Tight spots
Israeli writer finds meaning in small things
Thanks to the very, very short stories he writes and the very, very tiny house designed for him in Warsaw, author Etgar Keret has become a very, very big name in Israel.
Speaking Nov. 10 at Princeton University, Keret explained how the house came to be and how it connected to the themes of his work, including the Holocaust, memory, and concision.
In 2012, Polish architect Jakub Szczesny completed a sliver of a house — barely four feet wide and two stories high — that fit in the space between two apartment buildings in Warsaw. Keret, whose films and stories have made him a celebrity in Israel, was its namesake and first tenant.
“The idea was to build a house in the proportion of my stories, which are minimalistic — the smallest possible text that can still be a functional story and have all you need for a story, plot, characters, etc.,” he said, in delivering the Rose and Isaac Ebel Memorial Lecture for the the university’s Program in Jewish Studies.
Szczesny, Keret said, “wanted to build a house as tiny as possible as a functional house can be.”
In turn, the house turned out to reflect Keret’s family experience. His mother, a native of Warsaw, was six when the war began. When she saw the first simulation of the house, she said, “This is Chłodna Street,” and stated the exact address.
“The house is located in just the place where the bridge was between the small and big ghetto,” Keret explained. “It was the point she had to go through when she smuggled food into the ghetto.”
Knowing that the Germans would kill her if she fidgeted or appeared nervous, his mother told him, she would focus on the surrounding buildings and memorize every detail of their construction.
For Keret, the Warsaw House also connected to the divergence between the way his parents talked about the Holocaust and how it is taught in Israel.
“When I was a child, I learned for the first time in school about the Holocaust. My father said, ‘What did you learn?’ I was eight years old and said, ‘What I learned was if you weren’t there, you would never be able to understand.’ It got my father very annoyed. He said, ‘Why won’t you be able to understand? Is there any human emotion you can’t understand — being cold, hungry, afraid? Multiply them by 1,000, and you’ll know what I felt.’”
Keret continued, “My parents felt in some way the respect for the memory of the Holocaust dehumanized them and turned them into something less than humans.”

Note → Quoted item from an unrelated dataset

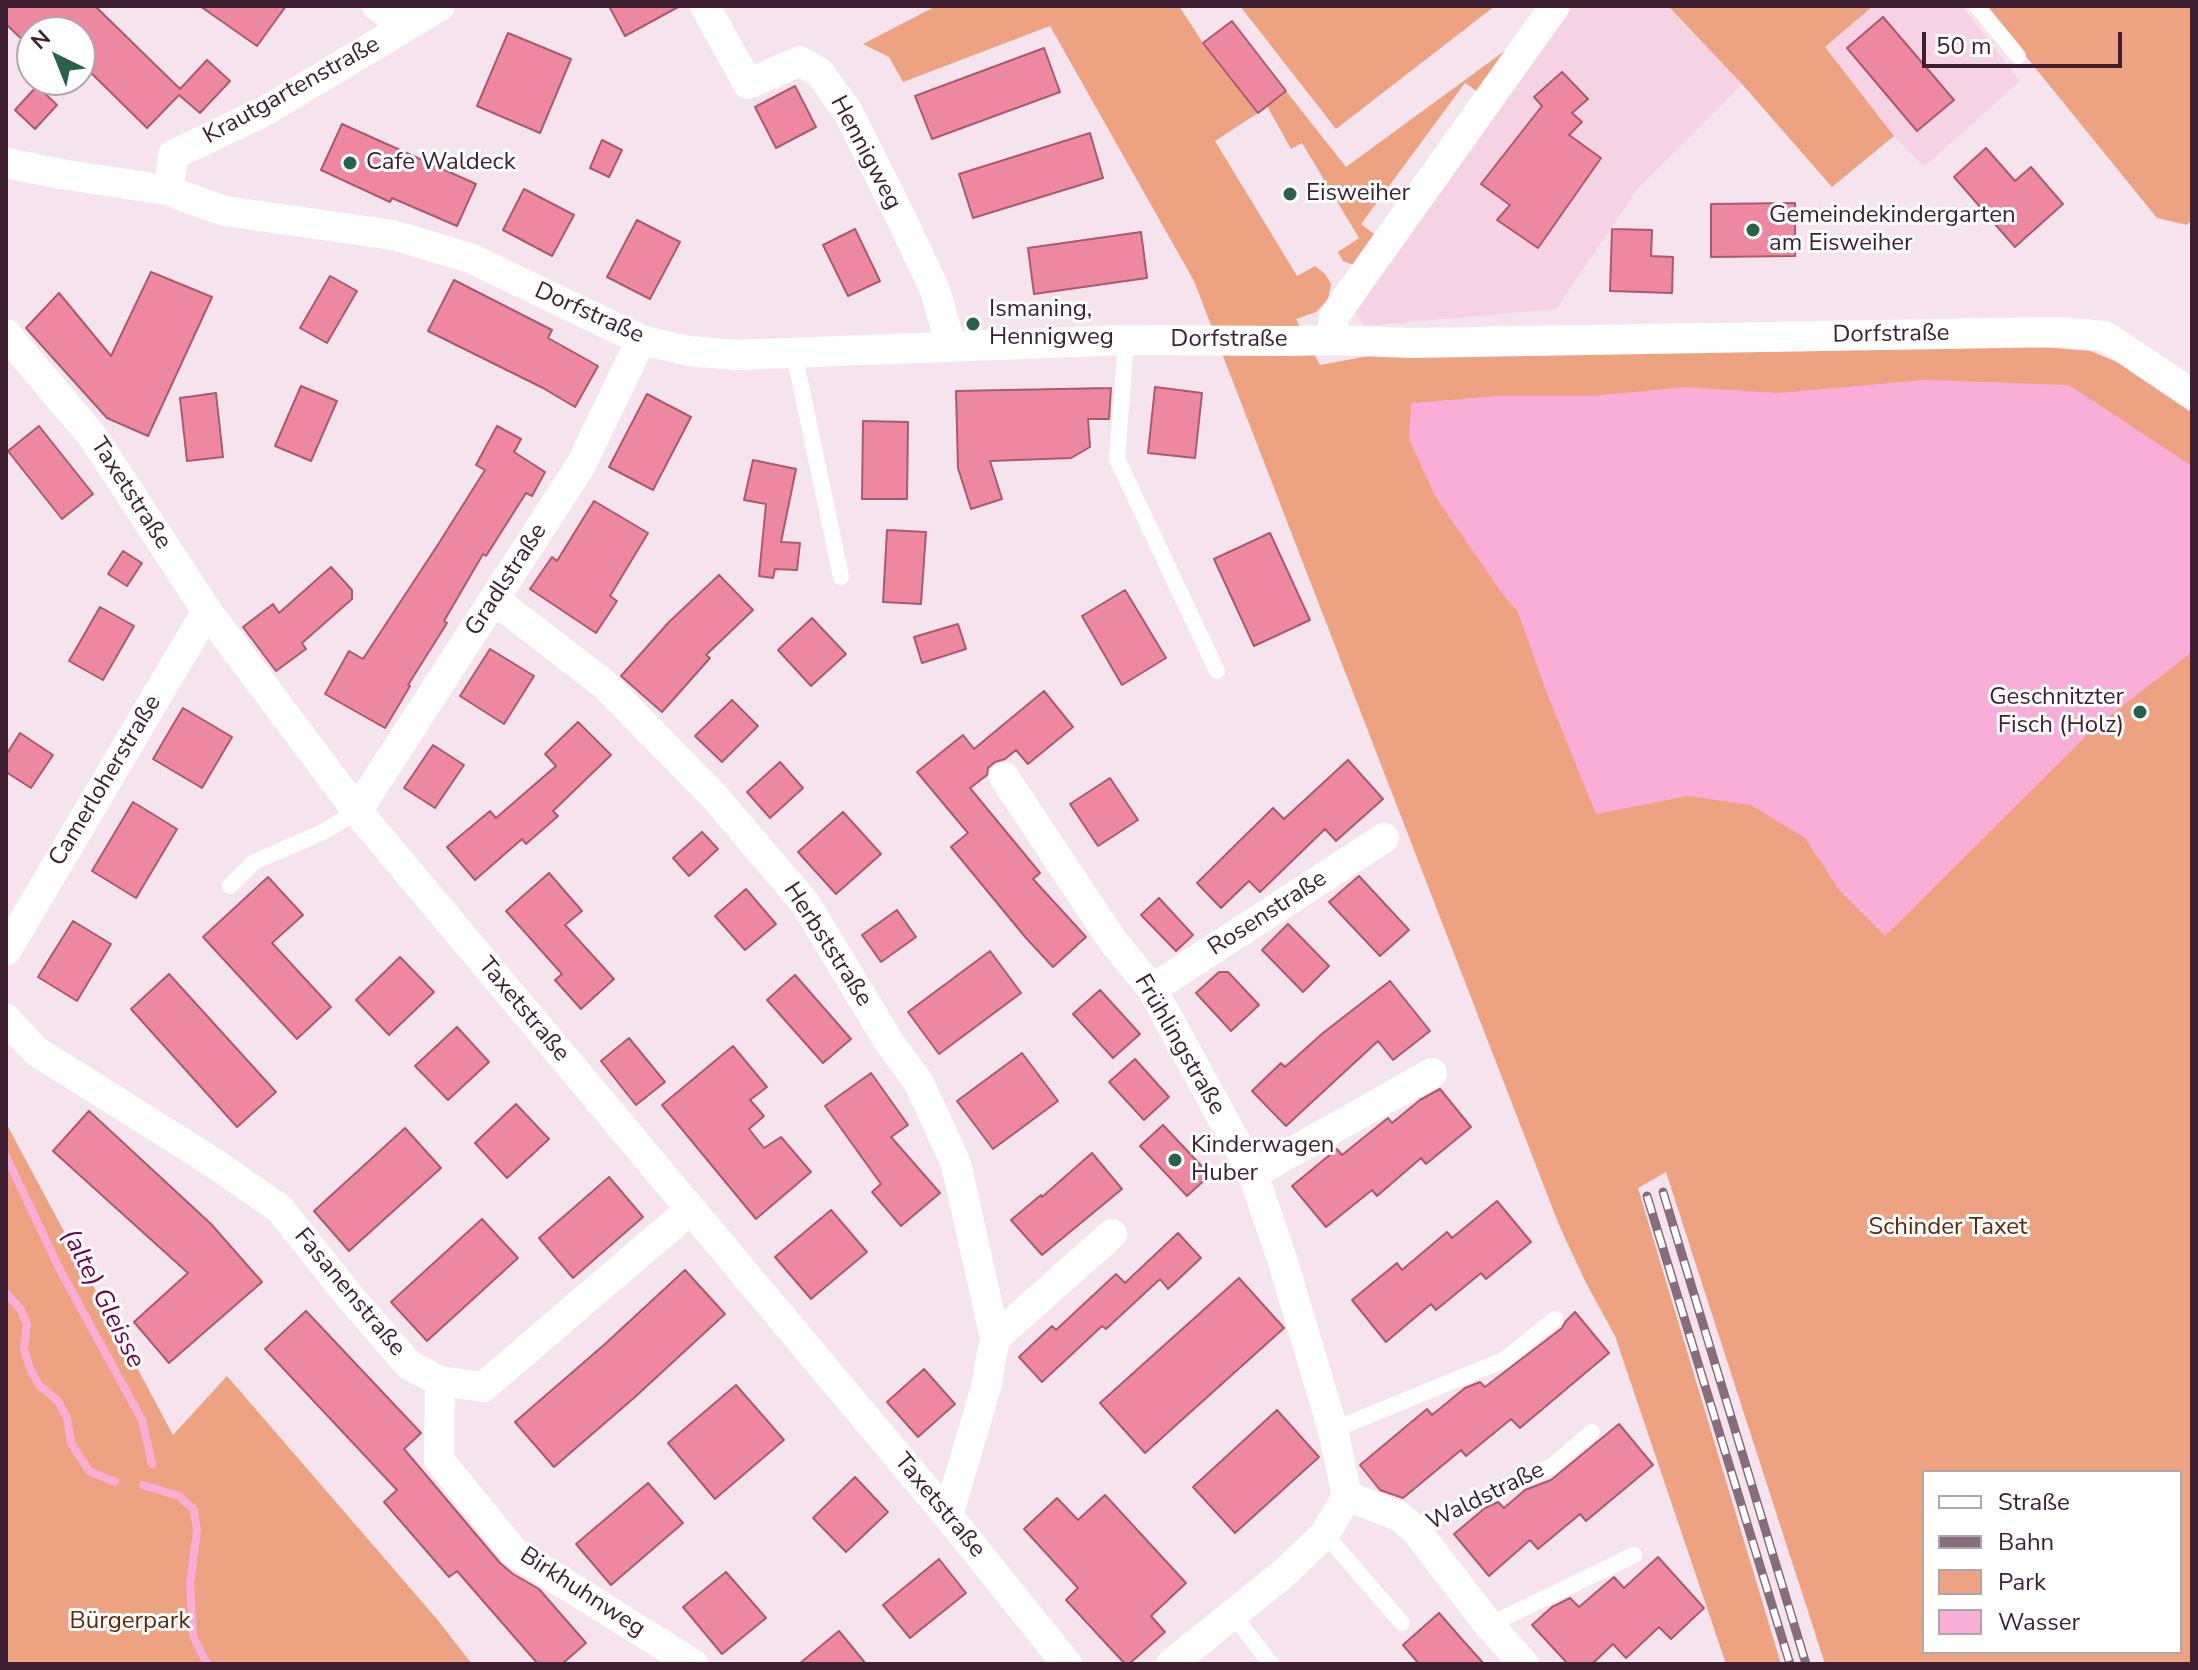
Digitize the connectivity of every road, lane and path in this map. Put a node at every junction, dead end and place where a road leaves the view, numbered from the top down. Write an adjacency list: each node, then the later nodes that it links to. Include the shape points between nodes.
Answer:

Keret — who has just finished a memoir Seven Good Years, documenting the time between the birth of his son and the death of his father — mused about two types of Holocaust memory. In the first, the Holocaust is a symbol of the fight between good and evil and, he said, has no complexity and ambiguity in its nature.
“I think my parents yearned for a different kind of memory,” he said. “Not one that fills you with awe and paralyzes you — the ones I know from museums and the Holocaust museum, where they first say, ‘You are not allowed to touch anything, to speak; and you are petrified but don’t feel.’
“But when my mother told me how she was able to get a piece of cheese but didn’t want to eat it; she wanted to smell it and hide it in different places — but a rat ate it.
“When she told me this story, I could cry with it.”
One of Keret’s stories is about a child who comes to believe that his German-made Adidas shoes are made from the bones and flesh of his dead grandfather. After recounting the story, Keret observed, “I tried in my story, when I wrote about the Holocaust and memory, I tried to integrate those two types of memories that were dominant in my life, unlike colleagues who could keep the Holocaust ‘out there.’”
For Keret the Warsaw House is in its own way a memory, but one that points to the future.
“Usually when you see monuments, they refer to some point in the past and stay fixed and captivated to that point in the past,” he said. “This thing that has connected to the past and reflects the present and implies some kind of future gave me some happiness.”